To find solution strategies for various inverse problems in modern data sciences such as signal processing, image processing, pattern recognition and machine learning, the unified mathematical perspective built through Functional Analysis will certainly serve as helpful guide. Starting from definitions of convergence of real number sequence and vector space which serve as prerequisites of Functional Analysis, this lecture surveys its central ideas, e.g., in Metric space, Normed space, Inner product space, Banach space and Hilbert space, together with their applications to typical inverse problems.
Through the lectures, the students will be able to:
1) understand mathematical meanings of spaces, convergences and operators and apply these to real world problems.
2) build mathematical perspectives to grasp many real world inverse problems in unified ways.

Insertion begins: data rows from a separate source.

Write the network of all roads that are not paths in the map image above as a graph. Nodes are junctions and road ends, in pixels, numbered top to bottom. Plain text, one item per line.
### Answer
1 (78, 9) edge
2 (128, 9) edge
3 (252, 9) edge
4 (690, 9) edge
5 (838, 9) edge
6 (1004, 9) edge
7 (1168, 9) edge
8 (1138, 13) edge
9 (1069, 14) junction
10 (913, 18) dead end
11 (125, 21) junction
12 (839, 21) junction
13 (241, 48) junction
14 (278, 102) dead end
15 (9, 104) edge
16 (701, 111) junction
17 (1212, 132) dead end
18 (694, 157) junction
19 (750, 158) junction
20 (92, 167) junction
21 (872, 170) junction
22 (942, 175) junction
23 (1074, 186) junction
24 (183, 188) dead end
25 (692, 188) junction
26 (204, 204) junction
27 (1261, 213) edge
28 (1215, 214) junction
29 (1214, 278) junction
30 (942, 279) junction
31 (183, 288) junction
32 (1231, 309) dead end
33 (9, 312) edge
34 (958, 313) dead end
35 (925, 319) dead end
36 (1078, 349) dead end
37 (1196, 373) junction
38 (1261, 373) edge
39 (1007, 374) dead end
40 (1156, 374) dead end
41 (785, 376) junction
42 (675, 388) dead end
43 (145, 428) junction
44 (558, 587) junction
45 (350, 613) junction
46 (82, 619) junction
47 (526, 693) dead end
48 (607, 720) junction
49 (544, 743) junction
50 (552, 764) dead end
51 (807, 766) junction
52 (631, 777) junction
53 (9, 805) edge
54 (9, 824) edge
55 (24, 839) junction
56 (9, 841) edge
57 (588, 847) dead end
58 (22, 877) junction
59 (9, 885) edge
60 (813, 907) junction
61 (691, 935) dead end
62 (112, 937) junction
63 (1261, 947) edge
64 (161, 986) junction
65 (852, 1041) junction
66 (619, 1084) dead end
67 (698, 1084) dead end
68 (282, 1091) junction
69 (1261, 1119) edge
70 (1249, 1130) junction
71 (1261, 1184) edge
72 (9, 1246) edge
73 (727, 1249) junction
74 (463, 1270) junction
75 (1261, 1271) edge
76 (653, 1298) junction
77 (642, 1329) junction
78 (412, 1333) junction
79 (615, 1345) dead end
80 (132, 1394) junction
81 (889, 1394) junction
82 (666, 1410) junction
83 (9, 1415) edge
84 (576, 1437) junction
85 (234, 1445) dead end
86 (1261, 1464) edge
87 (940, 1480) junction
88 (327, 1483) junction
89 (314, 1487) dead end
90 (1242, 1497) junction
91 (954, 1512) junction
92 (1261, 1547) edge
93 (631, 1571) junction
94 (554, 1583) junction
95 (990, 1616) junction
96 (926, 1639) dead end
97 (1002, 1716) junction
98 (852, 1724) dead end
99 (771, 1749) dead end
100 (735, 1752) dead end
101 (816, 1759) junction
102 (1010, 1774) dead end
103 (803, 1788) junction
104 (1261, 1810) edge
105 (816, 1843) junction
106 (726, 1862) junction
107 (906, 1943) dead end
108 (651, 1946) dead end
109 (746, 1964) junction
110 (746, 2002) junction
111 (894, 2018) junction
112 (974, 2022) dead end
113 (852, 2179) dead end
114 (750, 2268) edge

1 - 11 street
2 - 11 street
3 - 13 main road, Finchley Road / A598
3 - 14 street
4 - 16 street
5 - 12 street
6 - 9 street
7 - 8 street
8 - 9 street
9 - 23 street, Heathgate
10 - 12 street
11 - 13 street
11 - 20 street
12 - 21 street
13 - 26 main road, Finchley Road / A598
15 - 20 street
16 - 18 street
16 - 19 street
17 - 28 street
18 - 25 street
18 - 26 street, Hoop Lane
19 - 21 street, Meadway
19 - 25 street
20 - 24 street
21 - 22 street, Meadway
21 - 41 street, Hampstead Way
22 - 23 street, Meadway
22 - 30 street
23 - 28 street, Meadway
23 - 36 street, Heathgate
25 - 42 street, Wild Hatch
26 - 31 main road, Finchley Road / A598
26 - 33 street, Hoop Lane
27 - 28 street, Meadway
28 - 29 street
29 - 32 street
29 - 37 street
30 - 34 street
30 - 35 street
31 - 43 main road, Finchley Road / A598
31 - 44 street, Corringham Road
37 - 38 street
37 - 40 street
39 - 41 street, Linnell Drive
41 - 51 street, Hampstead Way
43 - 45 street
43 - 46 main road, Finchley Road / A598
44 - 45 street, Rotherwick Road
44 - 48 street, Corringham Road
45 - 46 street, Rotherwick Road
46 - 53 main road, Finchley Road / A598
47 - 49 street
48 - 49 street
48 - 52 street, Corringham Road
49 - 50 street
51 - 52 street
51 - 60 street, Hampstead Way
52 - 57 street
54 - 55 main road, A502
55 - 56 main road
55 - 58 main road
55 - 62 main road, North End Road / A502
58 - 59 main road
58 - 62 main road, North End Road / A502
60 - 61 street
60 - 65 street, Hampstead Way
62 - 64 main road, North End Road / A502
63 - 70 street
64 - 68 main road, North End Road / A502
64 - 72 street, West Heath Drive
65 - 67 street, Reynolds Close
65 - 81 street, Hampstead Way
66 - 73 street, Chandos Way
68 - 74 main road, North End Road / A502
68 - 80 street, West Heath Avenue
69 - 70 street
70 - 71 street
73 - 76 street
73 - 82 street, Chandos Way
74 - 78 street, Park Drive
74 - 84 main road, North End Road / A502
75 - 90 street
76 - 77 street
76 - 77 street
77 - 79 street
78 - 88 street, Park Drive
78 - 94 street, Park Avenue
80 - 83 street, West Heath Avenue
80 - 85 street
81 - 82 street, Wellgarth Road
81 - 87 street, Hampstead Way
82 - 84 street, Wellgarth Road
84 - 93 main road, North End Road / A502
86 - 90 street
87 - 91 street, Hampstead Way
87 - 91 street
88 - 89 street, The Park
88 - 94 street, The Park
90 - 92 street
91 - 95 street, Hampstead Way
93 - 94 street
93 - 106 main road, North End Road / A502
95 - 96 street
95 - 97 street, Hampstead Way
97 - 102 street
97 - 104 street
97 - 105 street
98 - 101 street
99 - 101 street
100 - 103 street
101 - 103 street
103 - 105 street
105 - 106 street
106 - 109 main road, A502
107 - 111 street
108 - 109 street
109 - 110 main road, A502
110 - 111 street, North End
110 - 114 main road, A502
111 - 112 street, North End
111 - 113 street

Metric space, Complete metric space, Open set, Closed set, Contraction mapping theorem, Normed space, Bounded linear operator, Inner product space, Parallelogram law, Banach space, Hilbert space, Projection theorem, Orthogonal projection onto linear variety, Normal equation, Generalized inverse, Singular value decomposition, regularization, Iterative image reconstruction, L1 norm minimization, sparse modeling, incomplete data
|✔ Specialist skills||Intercultural skills||Communication skills||✔ Critical thinking skills||✔ Practical and/or problem-solving skills|
Two lectures are given in every week.
|Course schedule||Required learning|
|Class 1||Role of Functional Analysis in Engineering||Explain about the role of functional analysis in engineering|
|Class 2||Convergence of real number sequence and Vector space||Explain about the definitions of vector space and convergence of real number sequence.|
|Class 3||Metric space and Complete metric space||Explain about metric space and complete metric space|
|Class 4||Open set and closed set||Explain definitions and properties of open and closed sets.|
|Class 5||Contraction mapping theorem with applications to functional equations||Explain about the contraction mapping theorem and its applications to functional equations.|
|Class 6||Normed space and Bounded linear operator||Explain about normed space and bounded linear operator.|
|Class 7||Inner product space and Parallelogram law, Banach space and Hilbert space||Explain about inner product space, parallelogram law, Banach space and Hilbert space.|
|Class 8||Projection theorems in Hilbert space||Explain about the projection theorems in Hilbert space.|
|Class 9||Orthogonal projection onto linear variety and Normal equation||Explain about the orthogonal projection onto linear variety and the role of normal equation.|
|Class 10||Generalized inverse, Singular value decomposition and Image processing||Explain about Generalized inverse and Singular value decomposition, the image processing and image compression using the SVD.|
|Class 11||Noise and Regularization||Explain the relationship between signal containing noise and regularization method.|
|Class 12||Iterative image reconstruction||Explain the image reconstruction method by the iterative reconstruction method such as ART.|
|Class 13||Norm minimization and Sparce modeling||Explain the relationship between norm minimization and sparse modeling.|
|Class 14||Medical image reconstruction from incomlete data set||Explain the medical image reconstruction method from incomplete observation data set.|
To enhance effective learning, students are encouraged to spend approximately 100 minutes preparing for class and another 100 minutes reviewing class content afterwards (including assignments) for each class.
They should do so by referring to textbooks and other course material.
I. Yamada, Kougaku no tameno Kansuu kaiseki, Saiensu co ltd, 2009.
D.G.Luenburger, Optimization by Vector Space Mathods, Wiley, 1997.
C.W. Groetsche, Inverse Problems in the Mathematical Sciences, Springer, 1993.
Grading is made based on the 1st report for functional analysis and the 2nd report for inverse problems.
As a general rule, we accept only applications from students in the department of Information and communications Engineering.